Thursday August 11, 2005
New Computer continues... On the road to Solaris at home
Well I've made some progress at home in getting my new server running.
I've hit some rough patches too. After my experiments with various OS
installs (FC4, Suse, Solaris) I wiped the disks and started from
scratch. At first I had 4 seagate drives on the motherboard controller
and the dvd/cd on the Promise pci controller. Well I guess not
surprisingly that didn't work. While the install dvd boots once it gets
to the secondary boot it fails because Solaris doesn't have drivers for
the Promise controller. So I re-cable so I have 3 disks and the dvd/cd
on the motherboard controller and one drive on the Promise controller.
I've lost one drive but hopefully I will get it back soon enough. As it
is I have plenty of disk space. After that, the install goes fine
though I sure wish that the Solaris install would pick even a halfway
intelligent set of slice sizes when it goes to partition a disk. The
default selection is beyond lame.
Since I'm not running the hardware 1 update release I had to install an open source driver
for the onboard NIC. That worked fine and the new machine "wiz" (after
a late cat of ours) is connected to the rest of the network in the
house. Now to install a bunch of extras. First on the list is Firefox.
I downloaded pkg-get from blastwave
and with one quick command and many megabytes of downloads I had
firefox (and seemingly every other thing on the blastwave site)

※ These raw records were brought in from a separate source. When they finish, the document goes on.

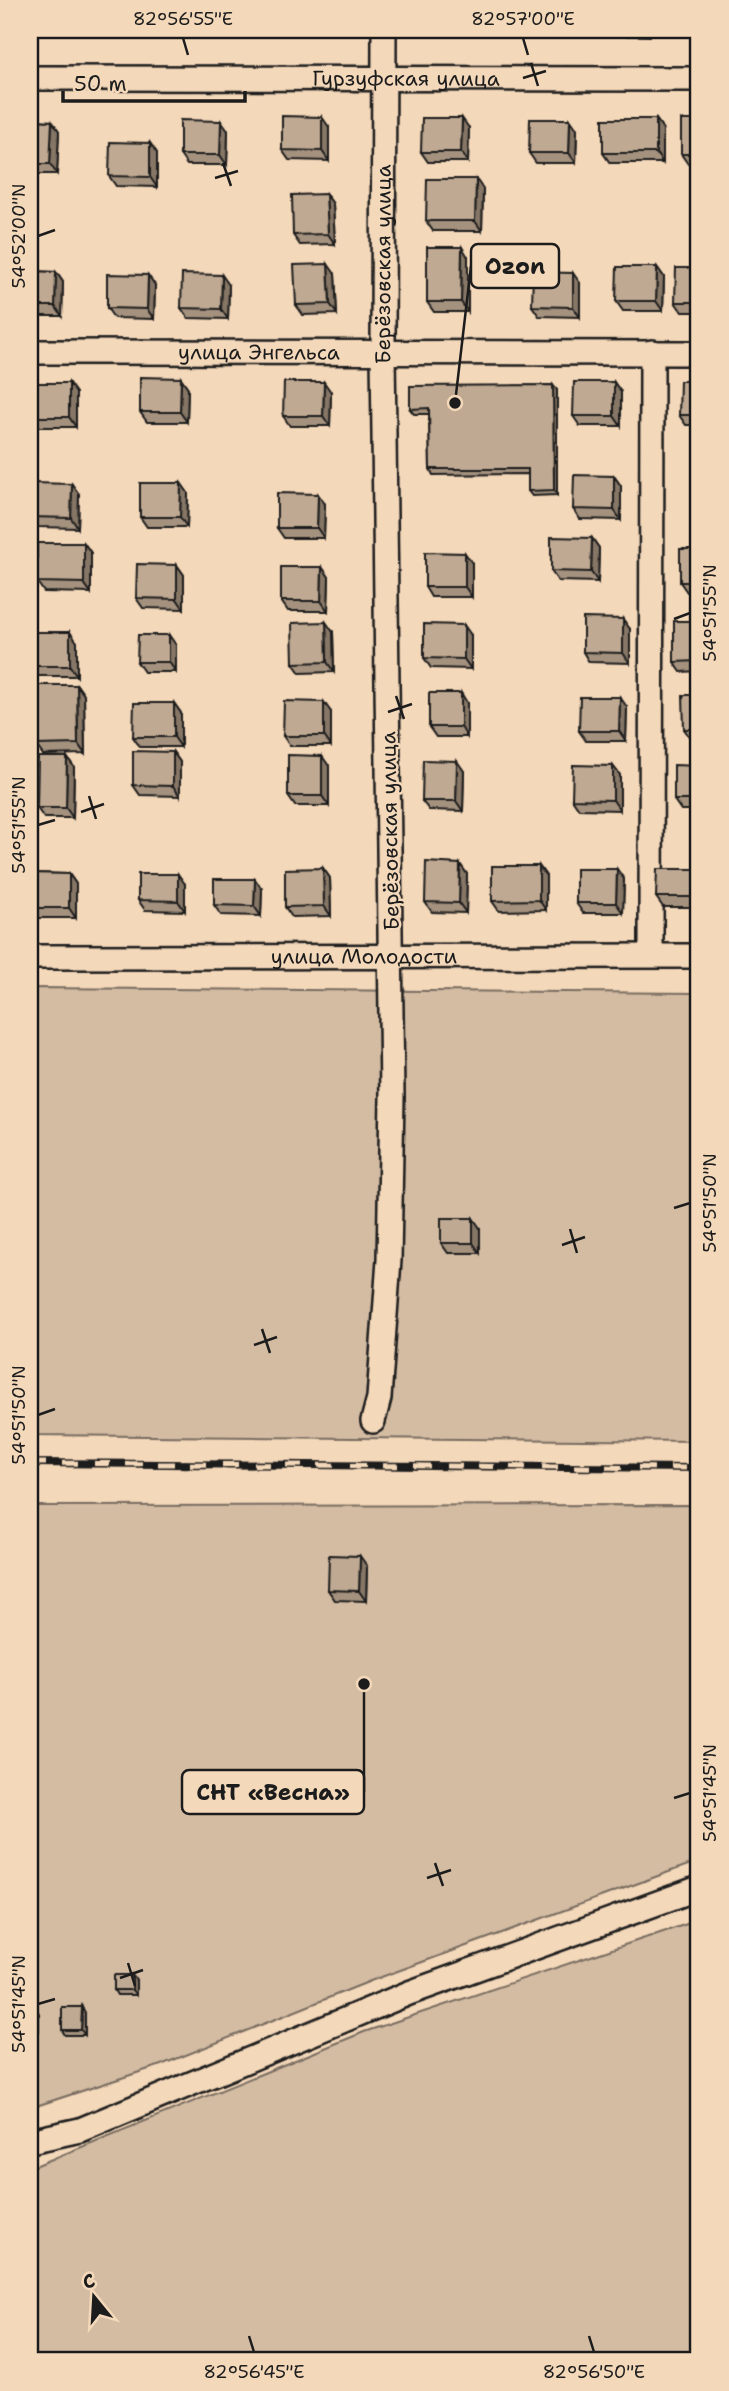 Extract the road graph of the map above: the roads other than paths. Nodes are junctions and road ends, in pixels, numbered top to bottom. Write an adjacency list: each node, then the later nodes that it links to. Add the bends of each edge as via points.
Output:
1 (384, 30): 3 (street, Берёзовская улица)
2 (30, 78): 3 (street, Гурзуфская улица)
3 (384, 78): 4 (street, Гурзуфская улица); 6 (street, Берёзовская улица)
4 (699, 79)
5 (30, 352): 6 (street, улица Энгельса)
6 (383, 352): 7 (street, улица Энгельса); 12 (street, Берёзовская улица)
7 (652, 352): 8 (street, улица Энгельса); 9 (street)
8 (699, 353)
9 (651, 956): 10 (street, улица Молодости); 12 (street, улица Молодости)
10 (699, 956)
11 (30, 957): 12 (street, улица Молодости)
12 (392, 957): 13 (street, Берёзовская улица, via 389,1260 379,1398)
13 (373, 1421)
14 (699, 1888): 15 (street, via 409,1993 80,2130)
15 (30, 2141) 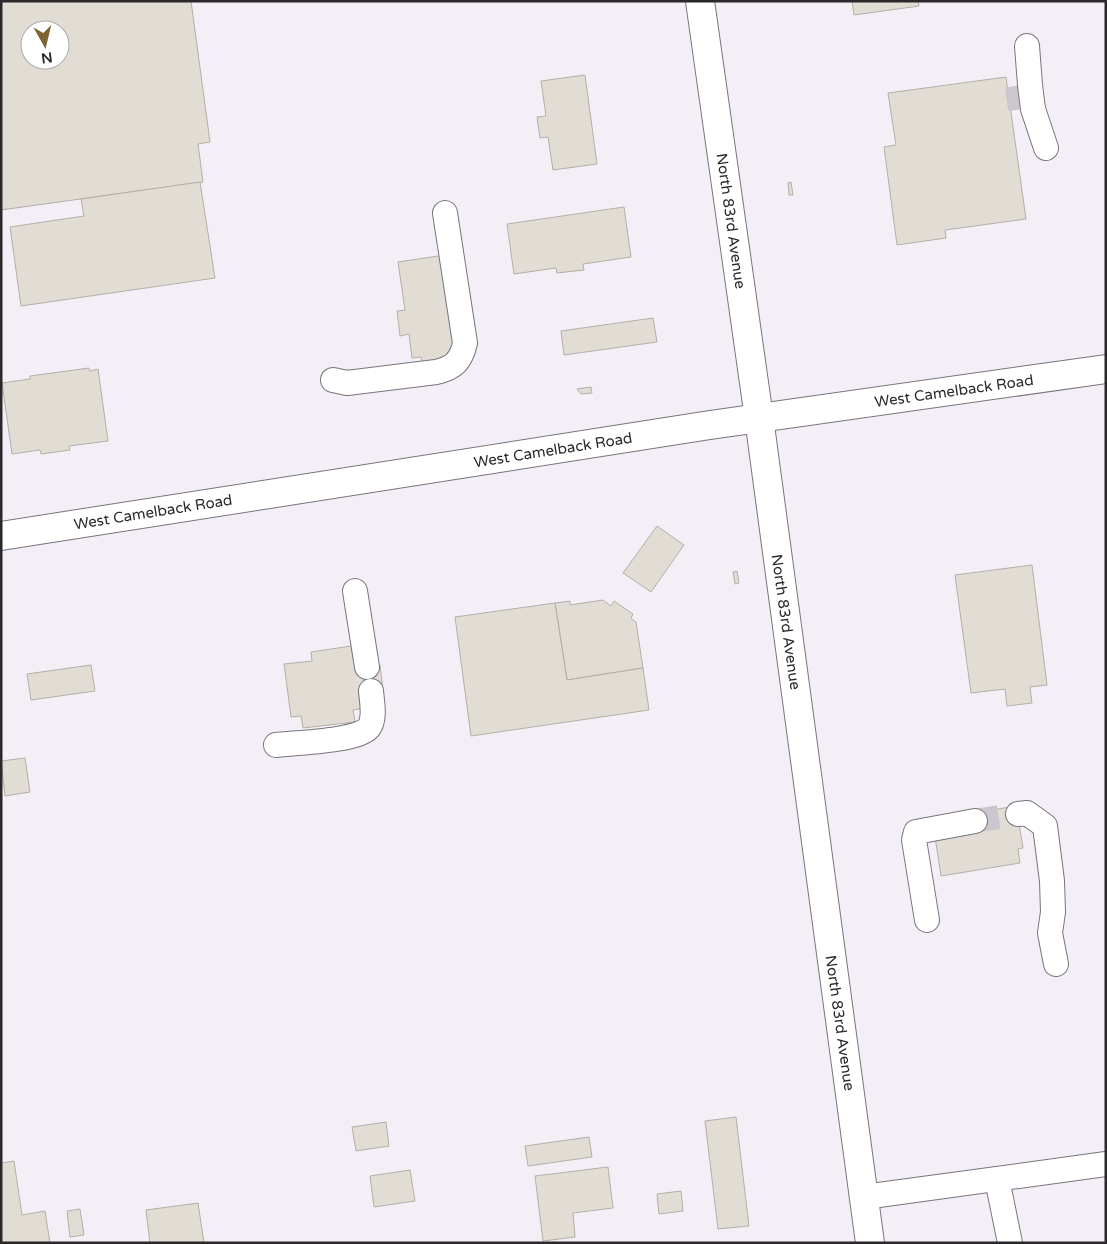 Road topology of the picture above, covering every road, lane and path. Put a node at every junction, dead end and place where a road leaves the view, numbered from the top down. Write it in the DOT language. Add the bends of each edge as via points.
graph roads {
  1 [pos="700,1"];
  2 [pos="1046,148"];
  3 [pos="445,213"];
  4 [pos="1106,369"];
  5 [pos="333,380"];
  6 [pos="759,418"];
  7 [pos="1,536"];
  8 [pos="355,592"];
  9 [pos="368,667"];
  10 [pos="371,692"];
  11 [pos="276,745"];
  12 [pos="1018,814"];
  13 [pos="975,821"];
  14 [pos="927,920"];
  15 [pos="1056,964"];
  16 [pos="1106,1164"];
  17 [pos="997,1179"];
  18 [pos="864,1197"];
  19 [pos="870,1243"];
  20 [pos="1010,1243"];
  1 -- 6 [label="main road, North 83rd Avenue"];
  2 -- 2 [label="lane" via="1019,98 1027,46 1033,109"];
  3 -- 5 [label="lane" via="465,343 462,356 446,370 436,372 347,383"];
  4 -- 6 [label="main road, West Camelback Road"];
  6 -- 7 [label="main road, West Camelback Road"];
  6 -- 18 [label="main road, North 83rd Avenue"];
  8 -- 9 [label="lane"];
  10 -- 11 [label="lane" via="372,716 369,727 364,731 349,737"];
  12 -- 15 [label="lane" via="1027,814 1045,826 1052,881 1050,933"];
  13 -- 14 [label="lane" via="916,832 914,840"];
  16 -- 17 [label="lane"];
  17 -- 18 [label="lane"];
  17 -- 20 [label="lane"];
  18 -- 19 [label="main road, North 83rd Avenue"];
}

installed. This was really kind of cool. It was in a lot of ways better
than my usual experience with RPMs, more like using CPAN.
There is one thing I don't like about this though. When you install
packages via the blastwave site they go into their own directory
structure so even if the package in one that came with Solaris it
doesn't install it in the same location as Solaris would so you end up
with two copies. So for instance now I have two copies of perl
installed. The hitch will be if I upgrade Solaris and end up with a
package or two that are newer than what is in blastwave you're kind of
stuck getting a proper PATH hierarchy making sure you always get the
newest stuff. It's not like this is a problem unique to Solaris though
I had the same issues with my RH system whenever I added new stuff. I
sure wish it didn't work this way though. By the time I was done with
blastwave I got a lot of the stuff I needed to swap out the RH machine
(spamassassin, razor, etc.)
So now the basic machine is set up. I mirrored the two non-root drives using DiskSuite.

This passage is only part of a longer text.